EXERCISE OBJECTIVE | Please repeat the entries word for word and keep the images out.

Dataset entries
☆ ☆ ☆ ☆

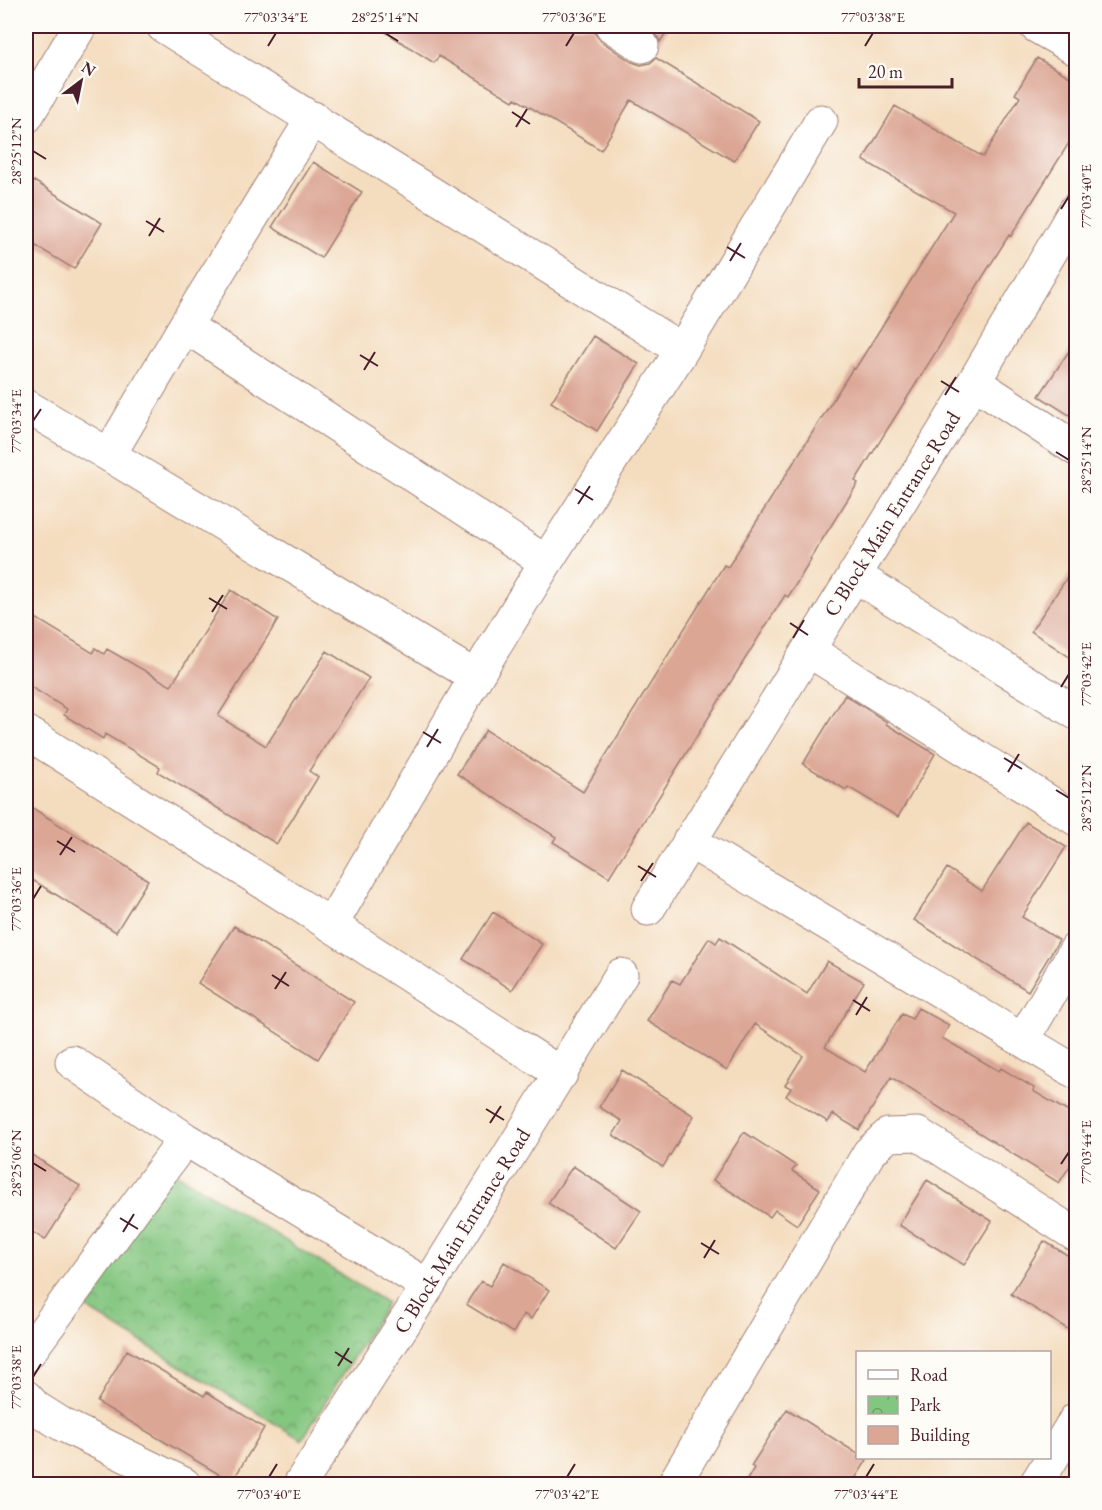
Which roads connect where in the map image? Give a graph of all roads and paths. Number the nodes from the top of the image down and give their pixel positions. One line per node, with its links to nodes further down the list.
1 (80, 26): 7 (street)
2 (163, 26): 8 (street)
3 (612, 26): 5 (street)
4 (1036, 26): 6 (street)
5 (642, 46)
6 (1077, 50)
7 (26, 117)
8 (313, 118): 11 (street); 12 (street)
9 (821, 121): 12 (street)
10 (1077, 209): 13 (street, C Block Main Entrance Road)
11 (185, 326): 16 (street); 17 (street)
12 (682, 350): 17 (street)
13 (974, 382): 15 (street); 18 (street, C Block Main Entrance Road)
14 (26, 406): 16 (street)
15 (1077, 449)
16 (109, 455): 20 (street)
17 (546, 562): 20 (street)
18 (854, 575): 19 (street, C Block Main Entrance Road); 21 (street)
19 (808, 650): 23 (street); 24 (street, C Block Main Entrance Road)
20 (476, 676): 26 (street)
21 (1077, 713)
22 (26, 732): 26 (street)
23 (1077, 819)
24 (689, 842): 25 (street, C Block Main Entrance Road); 29 (street)
25 (648, 909)
26 (331, 925): 32 (street)
27 (1077, 949): 29 (street)
28 (621, 975): 32 (street, C Block Main Entrance Road)
29 (1023, 1040): 31 (street)
30 (72, 1062): 33 (street)
31 (1077, 1072)
32 (561, 1074): 35 (street, C Block Main Entrance Road)
33 (185, 1139): 35 (street); 36 (street)
34 (1077, 1235): 41 (street)
35 (428, 1286): 40 (street, C Block Main Entrance Road)
36 (26, 1356)
37 (26, 1397): 39 (street)
38 (1077, 1419): 42 (street)
39 (184, 1485)
40 (300, 1485)
41 (674, 1485)
42 (1036, 1485)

☆ ☆ ☆ ☆

TASK OUTPUT |
Which roads connect where in the map image? Give a graph of all roads and paths. Number the nodes from the top of the image down and give their pixel positions. One line per node, with its links to nodes further down the list.
1 (80, 26): 7 (street)
2 (163, 26): 8 (street)
3 (612, 26): 5 (street)
4 (1036, 26): 6 (street)
5 (642, 46)
6 (1077, 50)
7 (26, 117)
8 (313, 118): 11 (street); 12 (street)
9 (821, 121): 12 (street)
10 (1077, 209): 13 (street, C Block Main Entrance Road)
11 (185, 326): 16 (street); 17 (street)
12 (682, 350): 17 (street)
13 (974, 382): 15 (street); 18 (street, C Block Main Entrance Road)
14 (26, 406): 16 (street)
15 (1077, 449)
16 (109, 455): 20 (street)
17 (546, 562): 20 (street)
18 (854, 575): 19 (street, C Block Main Entrance Road); 21 (street)
19 (808, 650): 23 (street); 24 (street, C Block Main Entrance Road)
20 (476, 676): 26 (street)
21 (1077, 713)
22 (26, 732): 26 (street)
23 (1077, 819)
24 (689, 842): 25 (street, C Block Main Entrance Road); 29 (street)
25 (648, 909)
26 (331, 925): 32 (street)
27 (1077, 949): 29 (street)
28 (621, 975): 32 (street, C Block Main Entrance Road)
29 (1023, 1040): 31 (street)
30 (72, 1062): 33 (street)
31 (1077, 1072)
32 (561, 1074): 35 (street, C Block Main Entrance Road)
33 (185, 1139): 35 (street); 36 (street)
34 (1077, 1235): 41 (street)
35 (428, 1286): 40 (street, C Block Main Entrance Road)
36 (26, 1356)
37 (26, 1397): 39 (street)
38 (1077, 1419): 42 (street)
39 (184, 1485)
40 (300, 1485)
41 (674, 1485)
42 (1036, 1485)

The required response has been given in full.